In 2008 werden een bijna complete fluit en twee andere fluitfragmenten ontdekt op de bovenste paleolithische plaats Hohle Fels, in de Zwabische Jura. De langste hiervan is gemaakt op het vleugelbeen van een vale gier (Gyps fulvus). Ontdekt in 12 stuks en opnieuw in elkaar gezet, het bot meet 21,8 centimeter (8,6 inch) lang en ongeveer 8 millimeter (~ 1/3 van een inch) in diameter. De Hohle Fels-fluit heeft vijf vingergaten en het blazende uiteinde is diep ingesneden.
Twee andere gefragmenteerde fluiten gevonden in Hohle Fels zijn gemaakt van ivoor. Het langste fragment is 11,7 mm (0,46 in) lang en ovaal (4,2 x 1,7 mm of 0,17 x 0,07 in) in dwarsdoorsnede; de andere is 21,1 mm (.83 in) en ook ovaal (7,6 mm x 2,5 mm of .3x.1 in) in dwarsdoorsnede.
Twee andere locaties uit de Zwabische Jura in Duitsland hebben oude fluiten voortgebracht. Twee fluiten - één vogelbot en één samengesteld uit ivoorfragmenten - zijn teruggevonden op de Aurignaciaanse niveaus van de Vogelherd-site. De opgravingen van de Geißenklösterle-site hebben nog drie fluiten gevonden, een van een zwanenvleugelbot, een van een mogelijk zwanenvleugelbot en een van mammoetivoor.
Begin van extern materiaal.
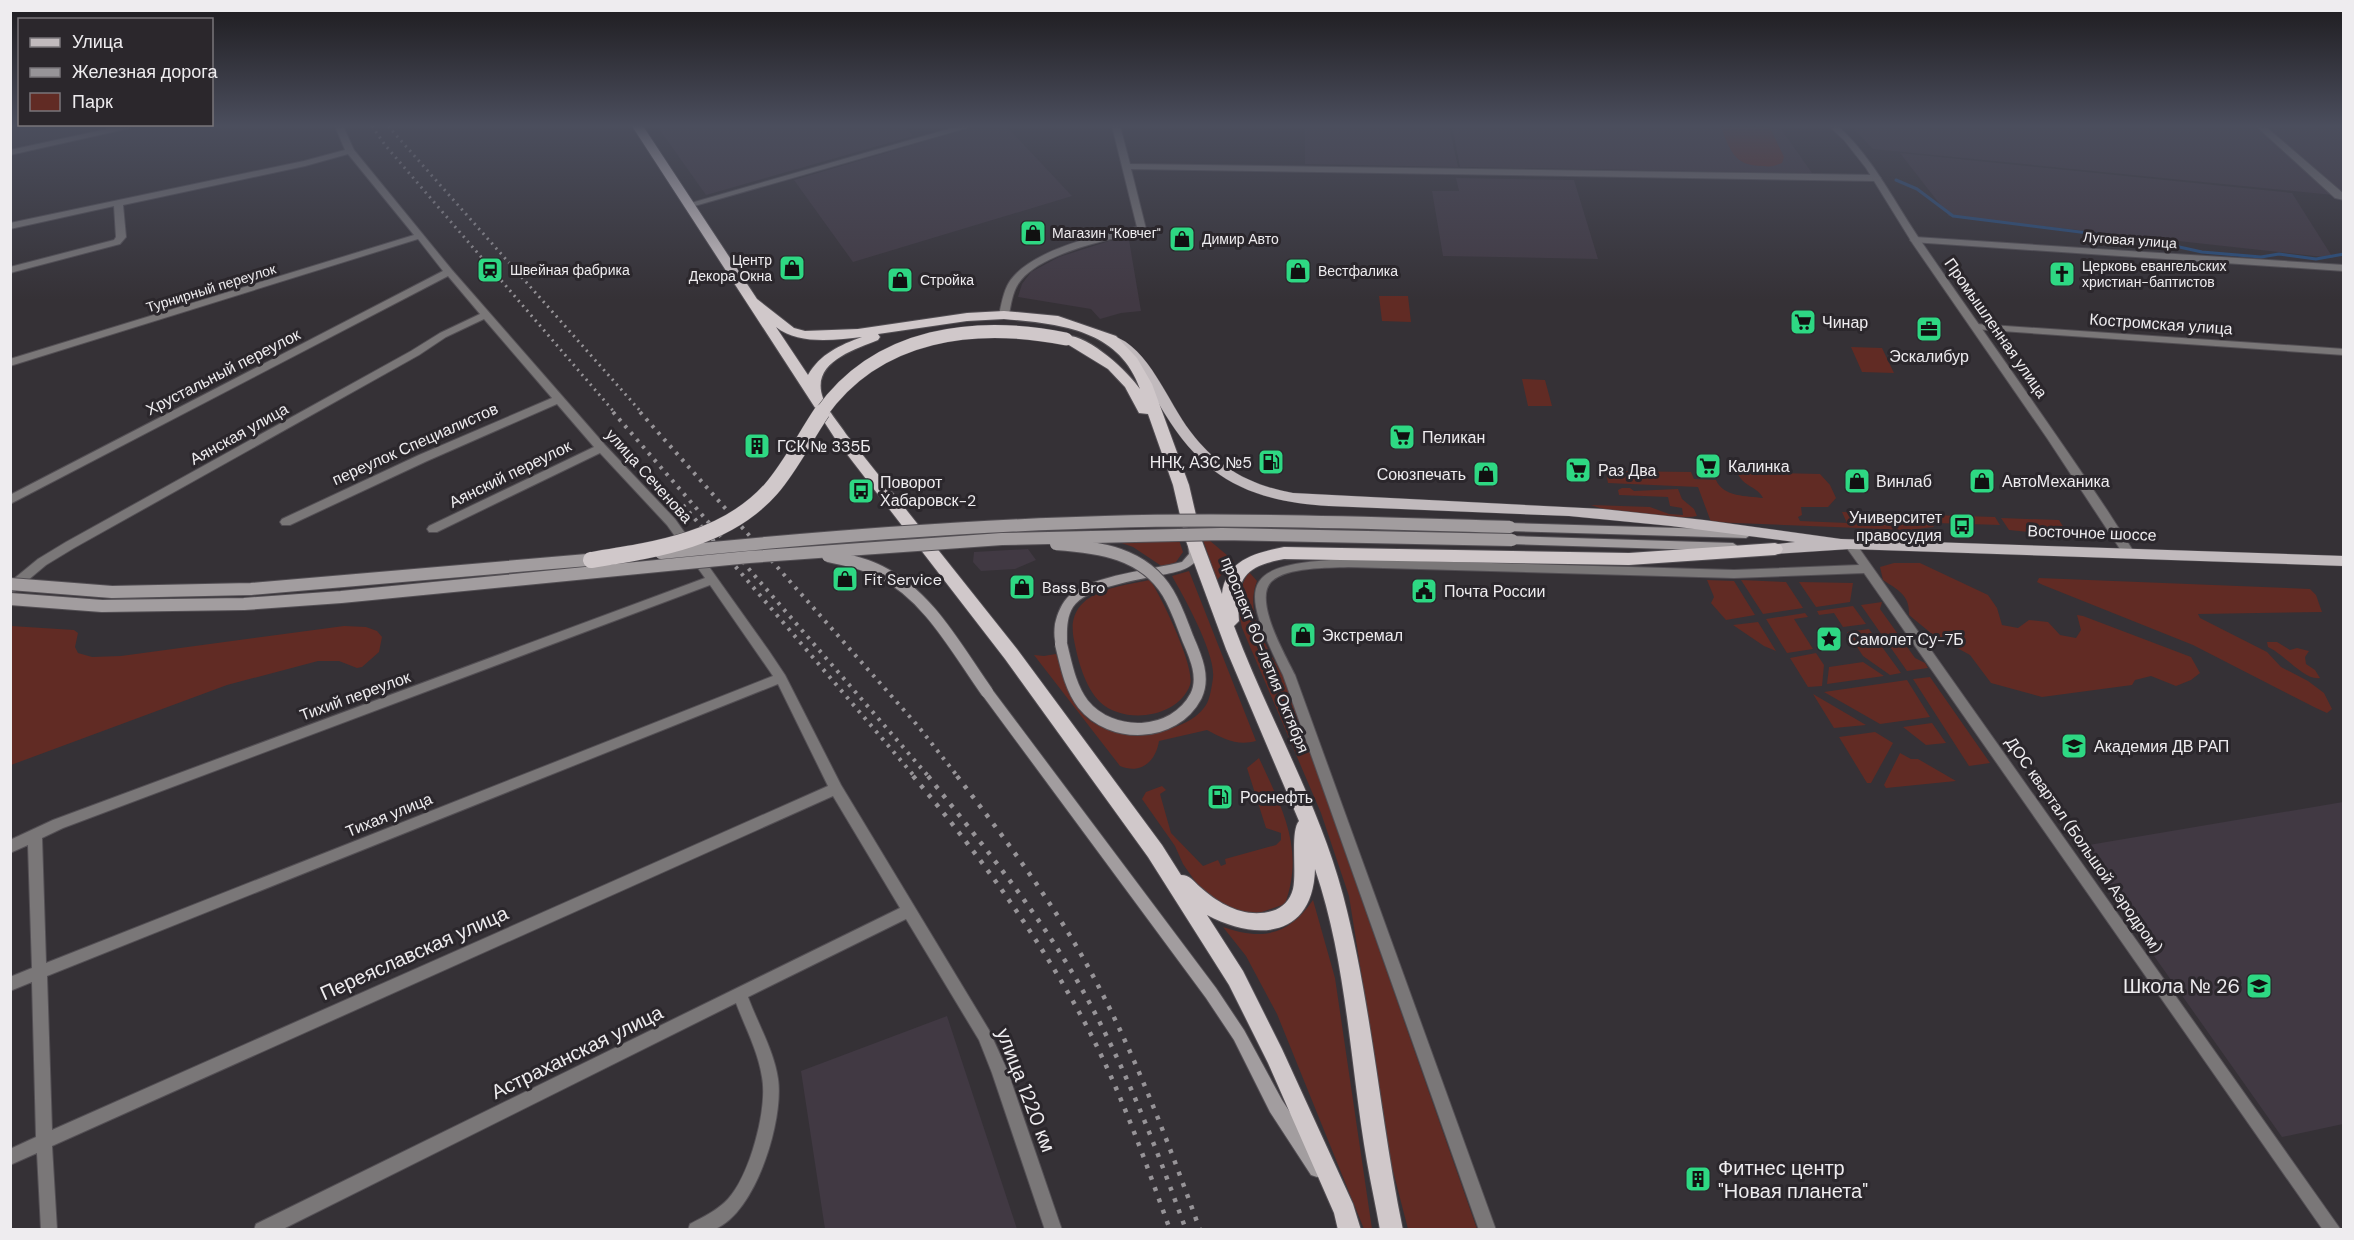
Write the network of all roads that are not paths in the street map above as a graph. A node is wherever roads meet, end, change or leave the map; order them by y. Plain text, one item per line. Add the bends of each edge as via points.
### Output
1 (207, 184) edge
2 (377, 184) edge
3 (674, 184) edge
4 (763, 184) edge
5 (1131, 184) edge
6 (1880, 184) edge
7 (2324, 184) edge
8 (2343, 197) edge
9 (118, 203) junction
10 (688, 205) junction
11 (10, 226) edge
12 (419, 236) junction
13 (1916, 240) junction
14 (2343, 268) edge
15 (10, 270) edge
16 (449, 272) junction
17 (750, 300) junction
18 (487, 314) junction
19 (1004, 315) junction
20 (900, 327) junction
21 (1976, 327) junction
22 (1111, 339) junction
23 (2343, 352) edge
24 (10, 363) edge
25 (559, 399) junction
26 (817, 399) junction
27 (601, 448) junction
28 (10, 500) edge
29 (1184, 505) junction
30 (286, 522) dead end
31 (434, 528) dead end
32 (1194, 541) junction
33 (1774, 541) junction
34 (944, 542) junction
35 (1845, 544) junction
36 (2128, 552) junction
37 (748, 557) junction
38 (591, 560) junction
39 (2343, 561) edge
40 (1866, 569) junction
41 (712, 580) junction
42 (10, 584) edge
43 (10, 589) edge
44 (10, 599) edge
45 (1234, 649) junction
46 (781, 678) junction
47 (836, 789) junction
48 (1304, 808) junction
49 (35, 835) junction
50 (10, 847) edge
51 (1155, 851) junction
52 (909, 910) junction
53 (40, 972) junction
54 (10, 984) edge
55 (740, 995) junction
56 (44, 1142) junction
57 (10, 1156) edge
58 (1348, 1221) edge
59 (49, 1230) edge
60 (262, 1230) edge
61 (696, 1230) edge
62 (1054, 1230) edge
63 (1392, 1230) edge
64 (1488, 1230) edge
65 (2333, 1230) edge

1 - 9 street
2 - 12 street, улица Сеченова
3 - 10 highway, проспект 60-летия Октября
4 - 10 street
5 - 19 street via 1142,230 1123,232 1054,255 1028,268 1015,281
6 - 13 street, Промышленная улица
7 - 8 street
9 - 11 street
9 - 15 street via 121,237 117,242
10 - 17 highway, проспект 60-летия Октября
12 - 16 street, улица Сеченова
12 - 24 street, Турнирный переулок
13 - 14 street, Луговая улица
13 - 21 street, Промышленная улица
16 - 18 street, улица Сеченова
16 - 28 street, Хрустальный переулок
17 - 20 highway, проспект 60-летия Октября via 789,331 805,335 832,336
17 - 26 highway, проспект 60-летия Октября
18 - 25 street, улица Сеченова
18 - 43 street, Аянская улица via 70,545
19 - 20 highway, проспект 60-летия Октября
19 - 22 highway, проспект 60-летия Октября via 1058,320
20 - 26 highway via 826,360 814,376
21 - 23 street, Костромская улица
21 - 36 street, Промышленная улица
22 - 29 highway, проспект 60-летия Октября via 1132,361 1145,384 1181,485
22 - 33 main road, Восточное шоссе via 1135,354 1204,457 1229,476 1261,491 1332,501 1569,511
25 - 27 street, улица Сеченова
25 - 30 street, переулок Специалистов
26 - 51 highway, проспект 60-летия Октября
27 - 31 street, Аянский переулок
27 - 41 street, улица Сеченова via 671,522
29 - 32 highway, проспект 60-летия Октября
29 - 38 highway, bridge via 1134,388 1118,370 1066,339 991,329 941,335 902,347 863,370 822,411 778,482 729,523 675,544
32 - 34 main road, bridge via 1195,555 1186,565 1087,590 1072,600 1064,614 1061,644 1069,675 1083,704 1095,717 1130,729 1167,723 1187,711 1197,695 1197,661 1161,583 1135,561 1097,547
32 - 45 highway, проспект 60-летия Октября
33 - 34 main road, bridge via 1222,534
33 - 35 main road, Восточное шоссе
33 - 38 main road, bridge via 1510,527 1222,521 1025,525 762,543
33 - 45 highway via 1629,558 1325,552 1258,557 1246,563 1231,582 1228,600
34 - 37 main road, bridge
35 - 36 main road, Восточное шоссе
35 - 40 street, ДОС квартал (Большой Аэродром)
36 - 39 main road, Восточное шоссе
37 - 44 main road, bridge via 244,604 102,606
37 - 58 main road, bridge via 840,558 882,570 924,605 1211,993
38 - 42 main road, bridge via 251,589 112,592
40 - 64 street via 1734,574 1348,564 1311,566 1266,579 1260,593 1267,630 1289,675
40 - 65 street, ДОС квартал (Большой Аэродром)
41 - 46 street, улица Сеченова
41 - 49 street, Тихий переулок
45 - 48 highway, проспект 60-летия Октября
46 - 47 street, улица Сеченова
46 - 53 street, Тихая улица
47 - 52 street, улица Сеченова
47 - 56 street, Переяславская улица
48 - 51 highway via 1303,890 1289,915 1267,923 1225,915 1200,900
48 - 63 highway, проспект 60-летия Октября via 1333,893 1352,976 1378,1162
49 - 50 street, Тихий переулок
49 - 53 street
51 - 58 highway, проспект 60-летия Октября via 1236,978
52 - 55 street, Астраханская улица
52 - 62 street, улица 1220 км via 984,1035
53 - 54 street, Тихая улица
53 - 56 street
55 - 60 street, Астраханская улица
55 - 61 street via 768,1071 768,1107 748,1182 735,1204
56 - 57 street, Переяславская улица
56 - 59 street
Een totaal van 22 botfluiten zijn geïdentificeerd op de Isturitz-site in de Franse Pyreneeën, de meeste uit latere Paleolithische proveniences, circa 20.000 jaar bp.
De Jiahu-site, een neolithische Peiligang-cultuursite in China daterend uit ca. 7000 en 6000 voor Christus, bevatte verschillende botfluiten.